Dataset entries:
____________________

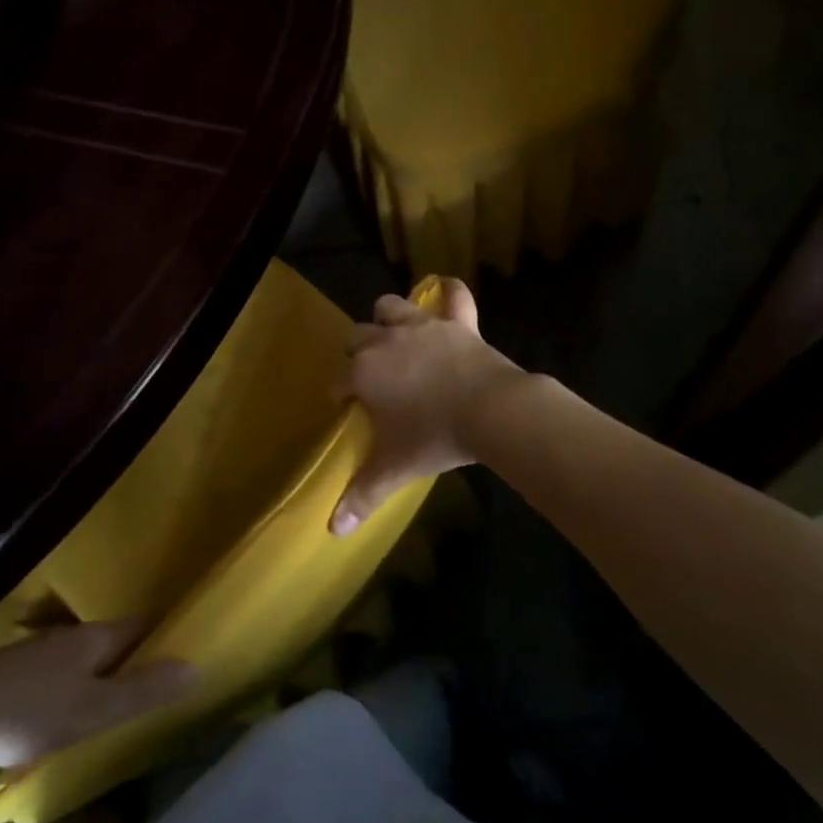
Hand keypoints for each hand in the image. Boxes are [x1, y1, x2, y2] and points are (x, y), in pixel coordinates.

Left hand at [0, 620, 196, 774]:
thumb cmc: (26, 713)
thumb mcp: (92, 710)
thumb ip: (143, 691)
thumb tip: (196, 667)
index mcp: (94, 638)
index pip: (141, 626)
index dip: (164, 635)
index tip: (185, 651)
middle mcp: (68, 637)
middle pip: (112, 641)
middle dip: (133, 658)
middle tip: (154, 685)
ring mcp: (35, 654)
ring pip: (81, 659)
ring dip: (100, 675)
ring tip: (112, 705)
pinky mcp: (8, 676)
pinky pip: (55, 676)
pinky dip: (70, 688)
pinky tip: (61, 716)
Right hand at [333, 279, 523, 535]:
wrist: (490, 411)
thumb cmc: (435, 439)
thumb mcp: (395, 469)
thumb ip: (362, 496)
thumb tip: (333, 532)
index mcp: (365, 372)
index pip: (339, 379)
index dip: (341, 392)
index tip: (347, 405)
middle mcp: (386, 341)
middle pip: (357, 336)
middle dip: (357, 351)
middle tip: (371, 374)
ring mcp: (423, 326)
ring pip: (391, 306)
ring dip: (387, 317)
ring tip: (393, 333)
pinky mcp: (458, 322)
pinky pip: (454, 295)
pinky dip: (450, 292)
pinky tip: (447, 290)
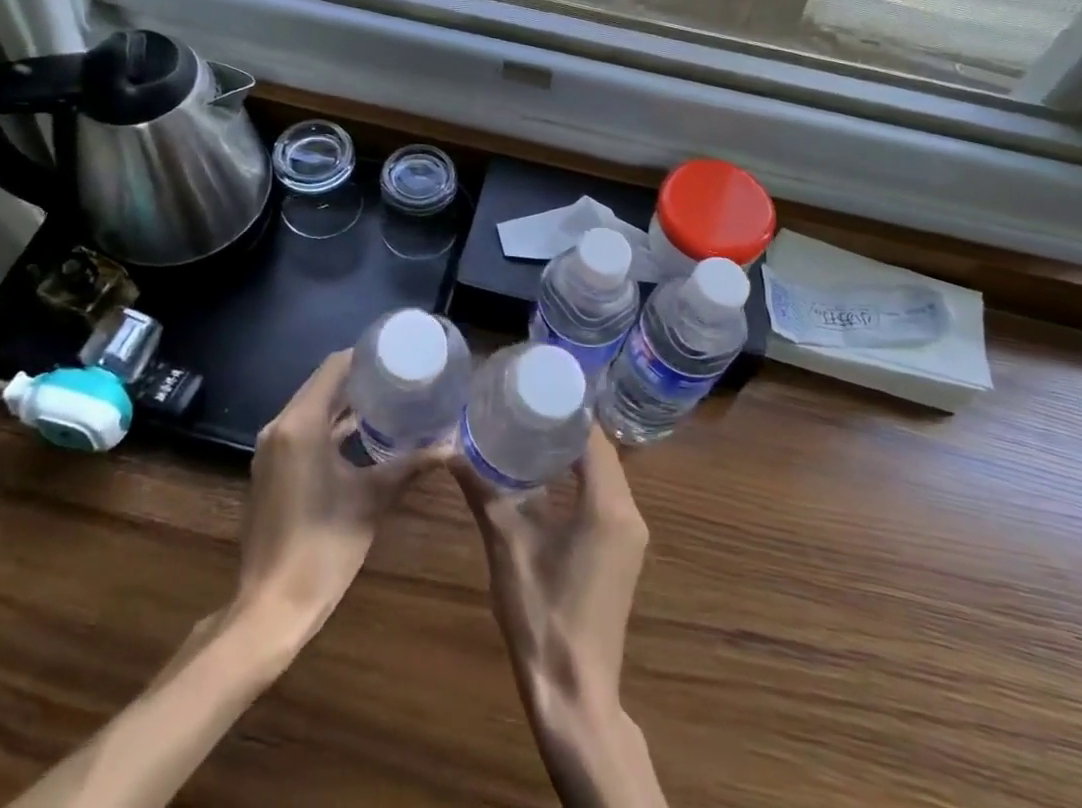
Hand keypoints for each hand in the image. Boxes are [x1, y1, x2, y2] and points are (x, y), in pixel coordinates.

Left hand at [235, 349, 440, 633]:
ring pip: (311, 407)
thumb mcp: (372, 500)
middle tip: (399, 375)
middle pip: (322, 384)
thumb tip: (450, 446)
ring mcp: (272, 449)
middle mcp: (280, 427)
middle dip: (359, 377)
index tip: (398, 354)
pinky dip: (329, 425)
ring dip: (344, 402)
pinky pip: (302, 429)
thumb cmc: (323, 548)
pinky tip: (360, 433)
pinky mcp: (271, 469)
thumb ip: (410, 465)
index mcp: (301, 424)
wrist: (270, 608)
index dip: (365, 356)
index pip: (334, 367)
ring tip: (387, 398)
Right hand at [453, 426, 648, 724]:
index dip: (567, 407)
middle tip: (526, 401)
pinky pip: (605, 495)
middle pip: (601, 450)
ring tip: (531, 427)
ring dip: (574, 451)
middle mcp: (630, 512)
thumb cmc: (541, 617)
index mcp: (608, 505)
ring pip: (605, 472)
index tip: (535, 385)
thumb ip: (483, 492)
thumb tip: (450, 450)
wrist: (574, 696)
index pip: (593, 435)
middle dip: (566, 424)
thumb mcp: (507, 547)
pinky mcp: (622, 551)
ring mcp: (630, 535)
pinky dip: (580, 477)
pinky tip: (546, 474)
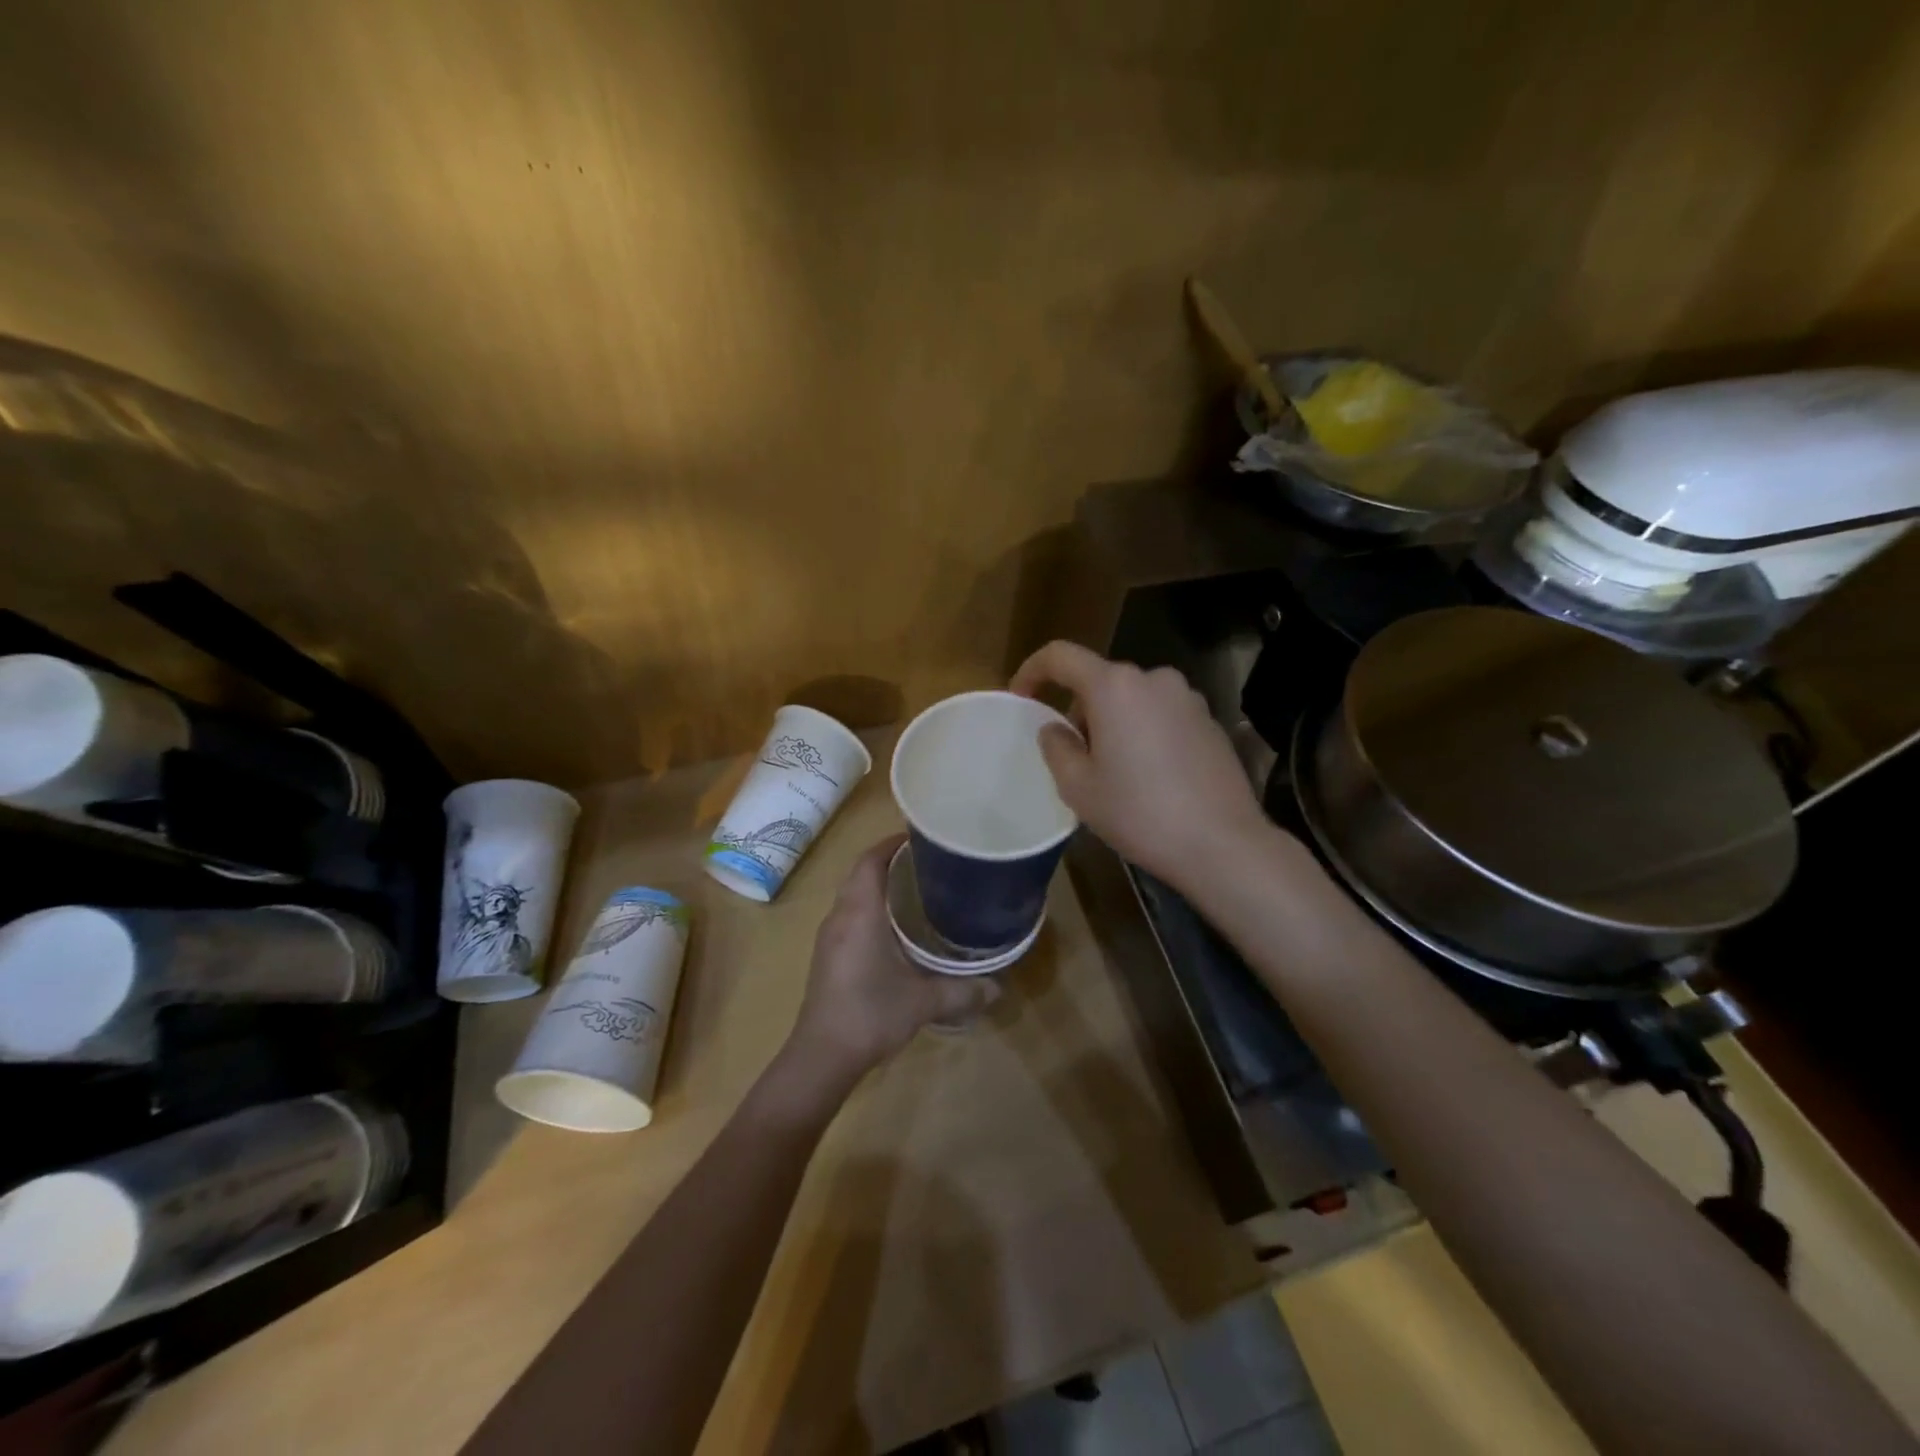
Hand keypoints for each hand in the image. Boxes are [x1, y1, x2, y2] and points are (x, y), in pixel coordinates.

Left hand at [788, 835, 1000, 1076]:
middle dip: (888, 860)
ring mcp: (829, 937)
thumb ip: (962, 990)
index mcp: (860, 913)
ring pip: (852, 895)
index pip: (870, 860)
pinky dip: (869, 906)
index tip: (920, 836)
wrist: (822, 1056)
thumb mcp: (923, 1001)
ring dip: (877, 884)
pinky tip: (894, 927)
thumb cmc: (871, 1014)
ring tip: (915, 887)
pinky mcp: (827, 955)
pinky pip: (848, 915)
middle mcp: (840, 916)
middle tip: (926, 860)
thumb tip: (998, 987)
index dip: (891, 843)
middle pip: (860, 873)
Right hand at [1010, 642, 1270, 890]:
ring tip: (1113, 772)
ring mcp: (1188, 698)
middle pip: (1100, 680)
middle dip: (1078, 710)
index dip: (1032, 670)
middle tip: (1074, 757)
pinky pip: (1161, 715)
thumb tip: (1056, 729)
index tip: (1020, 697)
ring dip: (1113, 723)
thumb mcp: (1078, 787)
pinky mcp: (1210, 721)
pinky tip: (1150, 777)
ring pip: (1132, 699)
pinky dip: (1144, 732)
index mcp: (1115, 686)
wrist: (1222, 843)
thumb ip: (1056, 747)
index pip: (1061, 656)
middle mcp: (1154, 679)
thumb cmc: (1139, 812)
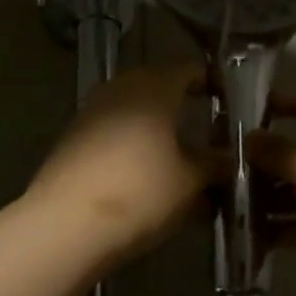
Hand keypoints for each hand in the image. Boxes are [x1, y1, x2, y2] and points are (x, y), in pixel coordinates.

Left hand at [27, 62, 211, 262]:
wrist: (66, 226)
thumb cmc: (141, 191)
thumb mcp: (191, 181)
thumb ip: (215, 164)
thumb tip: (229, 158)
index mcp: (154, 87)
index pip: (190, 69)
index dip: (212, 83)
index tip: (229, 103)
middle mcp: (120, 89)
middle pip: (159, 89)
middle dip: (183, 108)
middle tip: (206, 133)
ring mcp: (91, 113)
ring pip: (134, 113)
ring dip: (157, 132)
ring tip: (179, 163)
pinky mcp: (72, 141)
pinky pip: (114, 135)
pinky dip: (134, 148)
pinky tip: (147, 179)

____________________

# Task objective
The answer must be the full set of records, repeated exactly, with no pictures.

# Answer space
Hand keypoints for each hand in the image. Boxes are [x1, y1, x2, y2] and points are (x, y), in pixel coordinates.

Left hand at [0, 620, 196, 774]:
thumb cmc: (26, 713)
thumb mcp: (92, 710)
thumb ip: (143, 691)
thumb tip: (196, 667)
index mcp: (94, 638)
index pip: (141, 626)
index dip: (164, 635)
index tip: (185, 651)
middle mcp: (68, 637)
middle pip: (112, 641)
middle dip: (133, 658)
middle tip: (154, 685)
ring mcp: (35, 654)
ring pip: (81, 659)
ring dip: (100, 675)
ring tip: (112, 705)
pinky mcp: (8, 676)
pinky pip: (55, 676)
pinky dip: (70, 688)
pinky tip: (61, 716)
Right hand at [333, 279, 523, 535]:
wrist: (490, 411)
thumb cmc: (435, 439)
thumb mcp: (395, 469)
thumb ip: (362, 496)
thumb tip: (333, 532)
index mcp: (365, 372)
index pip: (339, 379)
index dip: (341, 392)
index tip: (347, 405)
middle mcp: (386, 341)
middle pip: (357, 336)
middle dip: (357, 351)
middle tip: (371, 374)
ring mcp: (423, 326)
ring pip: (391, 306)
ring dip: (387, 317)
ring tip: (393, 333)
pinky mcp: (458, 322)
pinky pip: (454, 295)
pinky dip: (450, 292)
pinky tip: (447, 290)
Hand keypoints for each hand in the image. Boxes are [x1, y1, x2, y2] and points are (x, y), in pixel coordinates.

Left hand at [235, 349, 440, 633]:
ring pip: (311, 407)
thumb mcp: (372, 500)
middle tip: (399, 375)
middle pip: (322, 384)
thumb tip: (450, 446)
ring mcp: (272, 449)
middle mcp: (280, 427)
middle dip: (359, 377)
index tip: (398, 354)
pinky dip: (329, 425)
ring dip: (344, 402)
pinky pip: (302, 429)
thumb cmc: (323, 548)
pinky tip: (360, 433)
pinky mcp: (271, 469)
thumb ip: (410, 465)
index mcp: (301, 424)
wrist: (270, 608)
index dip: (365, 356)
index pip: (334, 367)
ring tip: (387, 398)
Right hand at [453, 426, 648, 724]:
index dip: (567, 407)
middle tip: (526, 401)
pinky pip: (605, 495)
middle pip: (601, 450)
ring tip: (531, 427)
ring dip: (574, 451)
middle mcp: (630, 512)
thumb cmc: (541, 617)
index mcp: (608, 505)
ring pip: (605, 472)
index tip: (535, 385)
thumb ip: (483, 492)
thumb tip: (450, 450)
wrist: (574, 696)
index pip: (593, 435)
middle dip: (566, 424)
thumb mcp: (507, 547)
pinky mcp: (622, 551)
ring mcp: (630, 535)
pinky dip: (580, 477)
pinky tip: (546, 474)
Hand keypoints for each hand in the image. Boxes are [x1, y1, x2, y2] and points are (x, y), in pixel coordinates.

Left hand at [788, 835, 1000, 1076]:
middle dip: (888, 860)
ring mcp: (829, 937)
thumb ip: (962, 990)
index mcp: (860, 913)
ring pip: (852, 895)
index pip: (870, 860)
pinky dip: (869, 906)
index tip: (920, 836)
wrist: (822, 1056)
thumb mcp: (923, 1001)
ring dip: (877, 884)
pinky tip: (894, 927)
thumb cmc: (871, 1014)
ring tip: (915, 887)
pinky mcp: (827, 955)
pinky pip: (848, 915)
middle mcp: (840, 916)
middle tip: (926, 860)
thumb tip: (998, 987)
index dip: (891, 843)
middle pip: (860, 873)
Right hand at [1010, 642, 1270, 890]:
ring tip: (1113, 772)
ring mcp: (1188, 698)
middle pip: (1100, 680)
middle dip: (1078, 710)
index dip: (1032, 670)
middle tip: (1074, 757)
pinky pip: (1161, 715)
thumb tip: (1056, 729)
index tip: (1020, 697)
ring dip: (1113, 723)
thumb mcp: (1078, 787)
pinky mcp: (1210, 721)
pinky tip: (1150, 777)
ring pip: (1132, 699)
pinky dip: (1144, 732)
index mcp: (1115, 686)
wrist: (1222, 843)
thumb ip: (1056, 747)
index pip: (1061, 656)
middle mcp: (1154, 679)
thumb cmc: (1139, 812)
Hand keypoints for each hand in the image. Boxes are [x1, y1, x2, y2] and points are (x, y), in pixel coordinates.

Left hand at [27, 62, 211, 262]:
wrist: (66, 226)
thumb cmc: (141, 191)
thumb mcp: (191, 181)
thumb ip: (215, 164)
thumb tip: (229, 158)
index mcp: (154, 87)
index pip: (190, 69)
index dip: (212, 83)
index tip: (229, 103)
middle mcp: (120, 89)
middle pip: (159, 89)
middle dip: (183, 108)
middle tip: (206, 133)
ring mcp: (91, 113)
ring pip: (134, 113)
ring dip: (157, 132)
ring tip: (179, 163)
pinky mcp: (72, 141)
pinky pip: (114, 135)
pinky dip: (134, 148)
pinky tip: (147, 179)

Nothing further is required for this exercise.